- [Work required]:
Draw out every line with the word "Answer" from the listing below.

- [Records provided]:
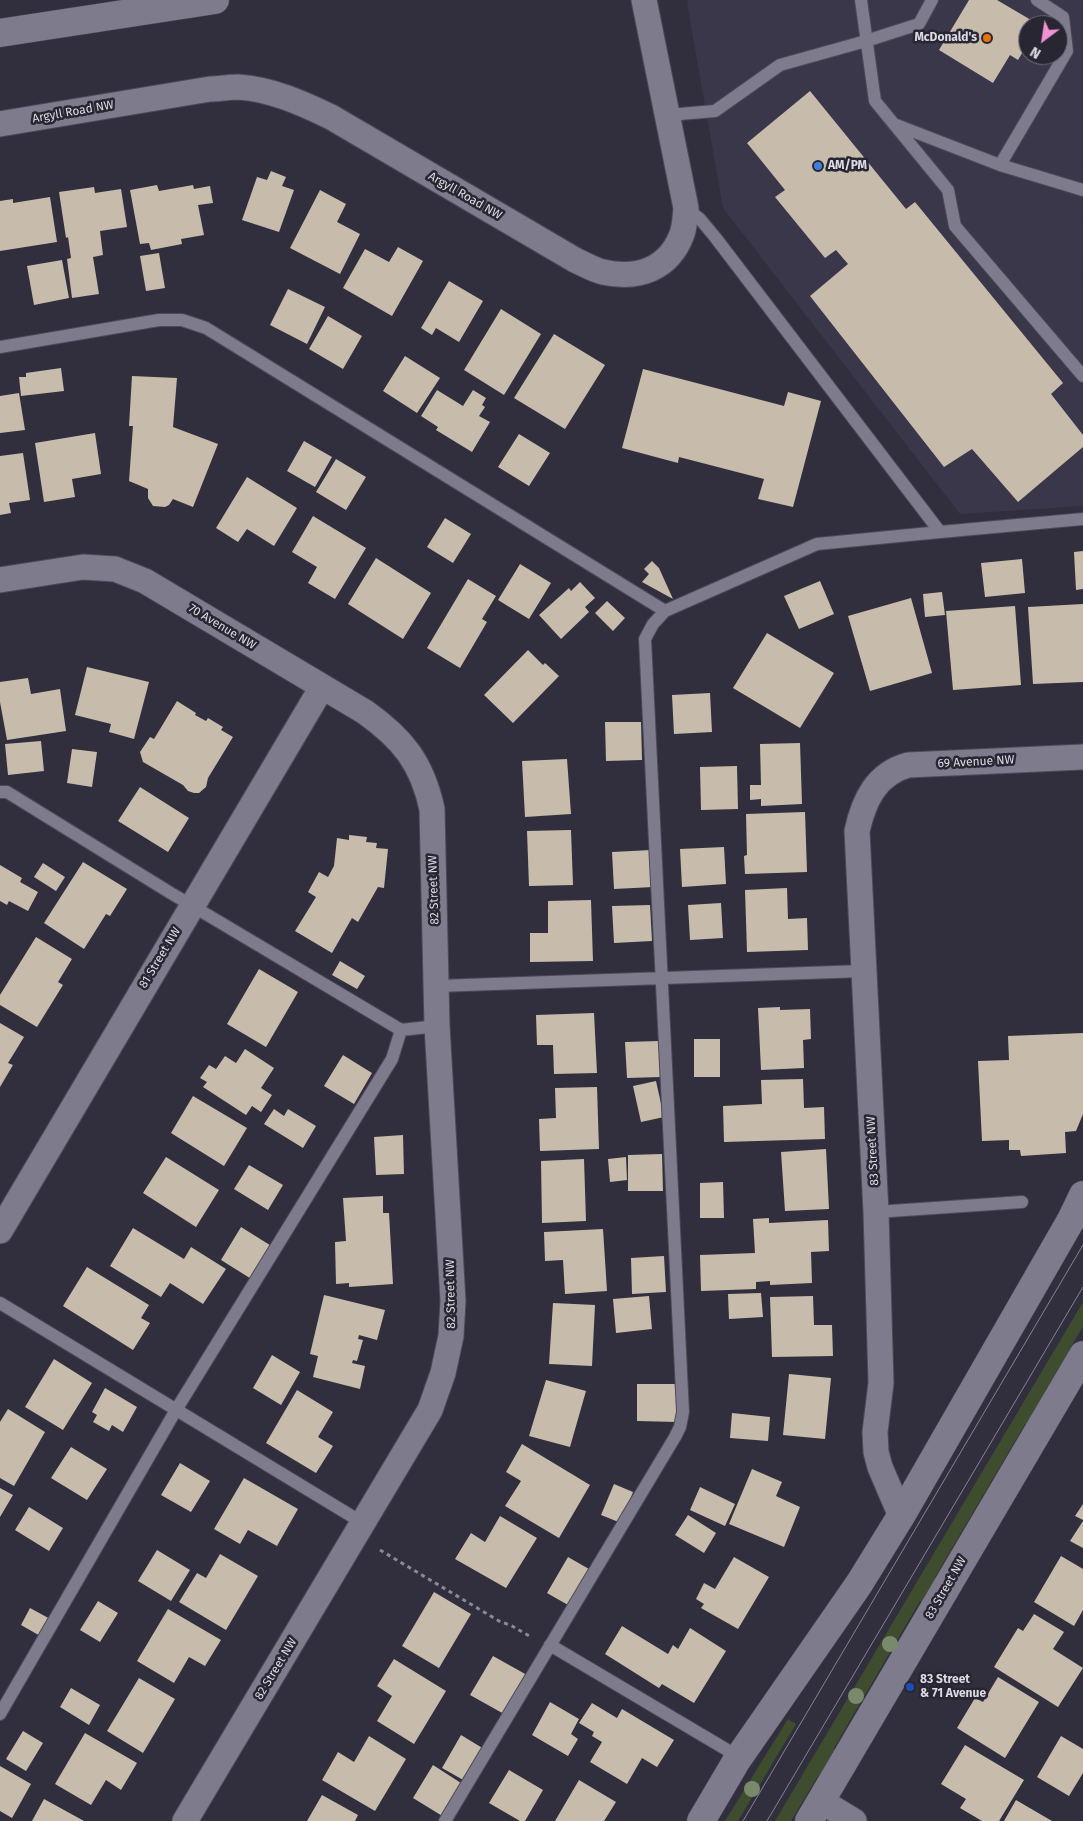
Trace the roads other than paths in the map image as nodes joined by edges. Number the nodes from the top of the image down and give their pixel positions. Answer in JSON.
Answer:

==

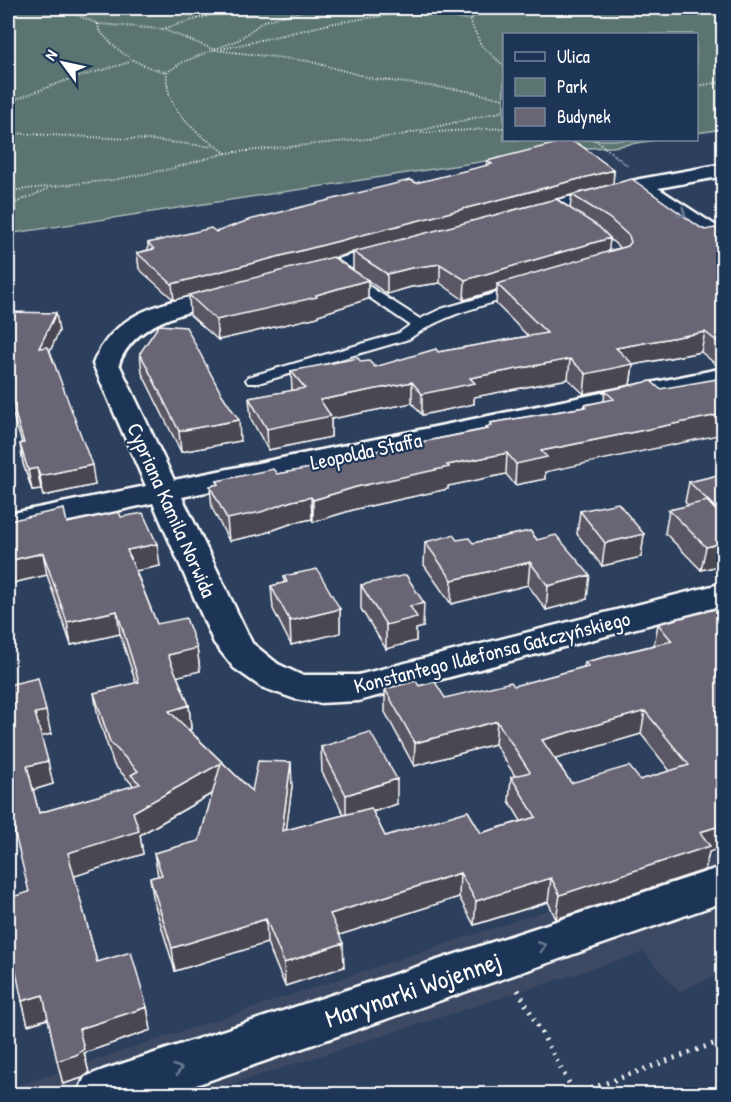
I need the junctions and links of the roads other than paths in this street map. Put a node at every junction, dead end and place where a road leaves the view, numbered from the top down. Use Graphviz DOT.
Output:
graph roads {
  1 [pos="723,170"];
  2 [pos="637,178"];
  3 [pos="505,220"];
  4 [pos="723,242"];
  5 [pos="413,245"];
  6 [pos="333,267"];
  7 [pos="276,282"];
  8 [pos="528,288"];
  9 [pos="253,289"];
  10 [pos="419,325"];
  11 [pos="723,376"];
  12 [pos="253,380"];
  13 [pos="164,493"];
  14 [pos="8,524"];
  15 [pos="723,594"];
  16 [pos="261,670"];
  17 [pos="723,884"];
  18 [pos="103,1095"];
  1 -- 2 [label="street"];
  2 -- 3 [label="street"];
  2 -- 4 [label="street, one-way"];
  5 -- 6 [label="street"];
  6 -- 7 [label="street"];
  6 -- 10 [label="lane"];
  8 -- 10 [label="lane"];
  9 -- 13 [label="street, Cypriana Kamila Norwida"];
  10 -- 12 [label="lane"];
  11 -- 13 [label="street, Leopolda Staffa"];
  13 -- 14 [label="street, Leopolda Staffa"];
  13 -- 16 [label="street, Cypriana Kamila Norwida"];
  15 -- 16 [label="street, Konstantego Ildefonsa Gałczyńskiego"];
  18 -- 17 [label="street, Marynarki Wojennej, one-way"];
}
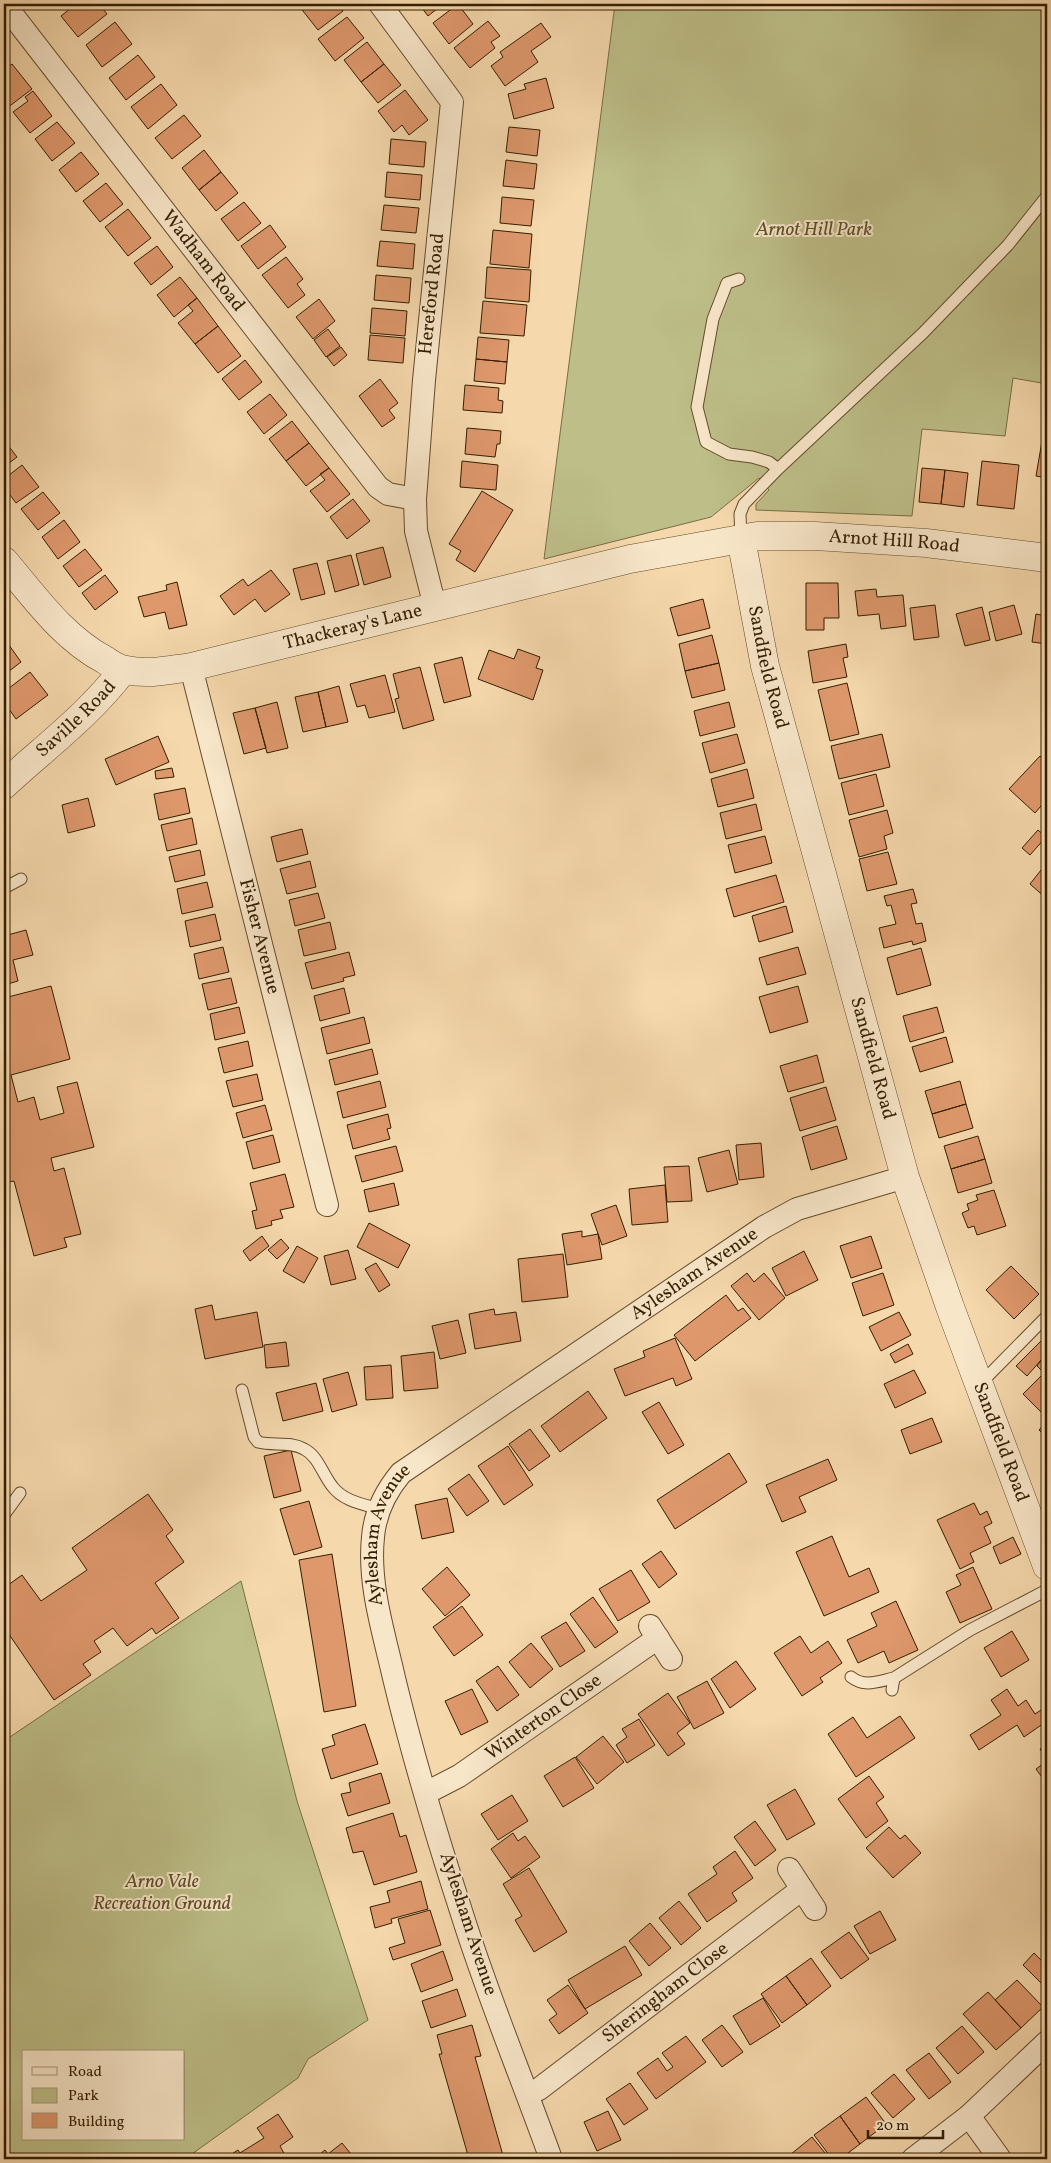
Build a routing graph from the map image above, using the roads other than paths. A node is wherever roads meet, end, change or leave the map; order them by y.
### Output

* * *

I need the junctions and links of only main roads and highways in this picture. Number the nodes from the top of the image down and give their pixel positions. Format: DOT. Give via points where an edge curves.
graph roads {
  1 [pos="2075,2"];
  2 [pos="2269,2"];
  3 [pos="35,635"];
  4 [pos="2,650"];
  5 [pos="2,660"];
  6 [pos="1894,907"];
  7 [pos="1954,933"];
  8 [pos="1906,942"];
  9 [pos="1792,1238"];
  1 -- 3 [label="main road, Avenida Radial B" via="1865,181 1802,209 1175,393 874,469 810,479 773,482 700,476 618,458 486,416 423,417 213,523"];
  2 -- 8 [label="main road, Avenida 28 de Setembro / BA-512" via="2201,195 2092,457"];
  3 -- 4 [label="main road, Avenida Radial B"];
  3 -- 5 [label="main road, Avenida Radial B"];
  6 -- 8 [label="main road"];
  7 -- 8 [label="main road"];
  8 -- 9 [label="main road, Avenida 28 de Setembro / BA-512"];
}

- [Response area]:
Trace the roads other than paths in the map image as nodes joined by edges. Number the nodes from the top of the image down and give their pixel positions. Answer in JSON.
Answer:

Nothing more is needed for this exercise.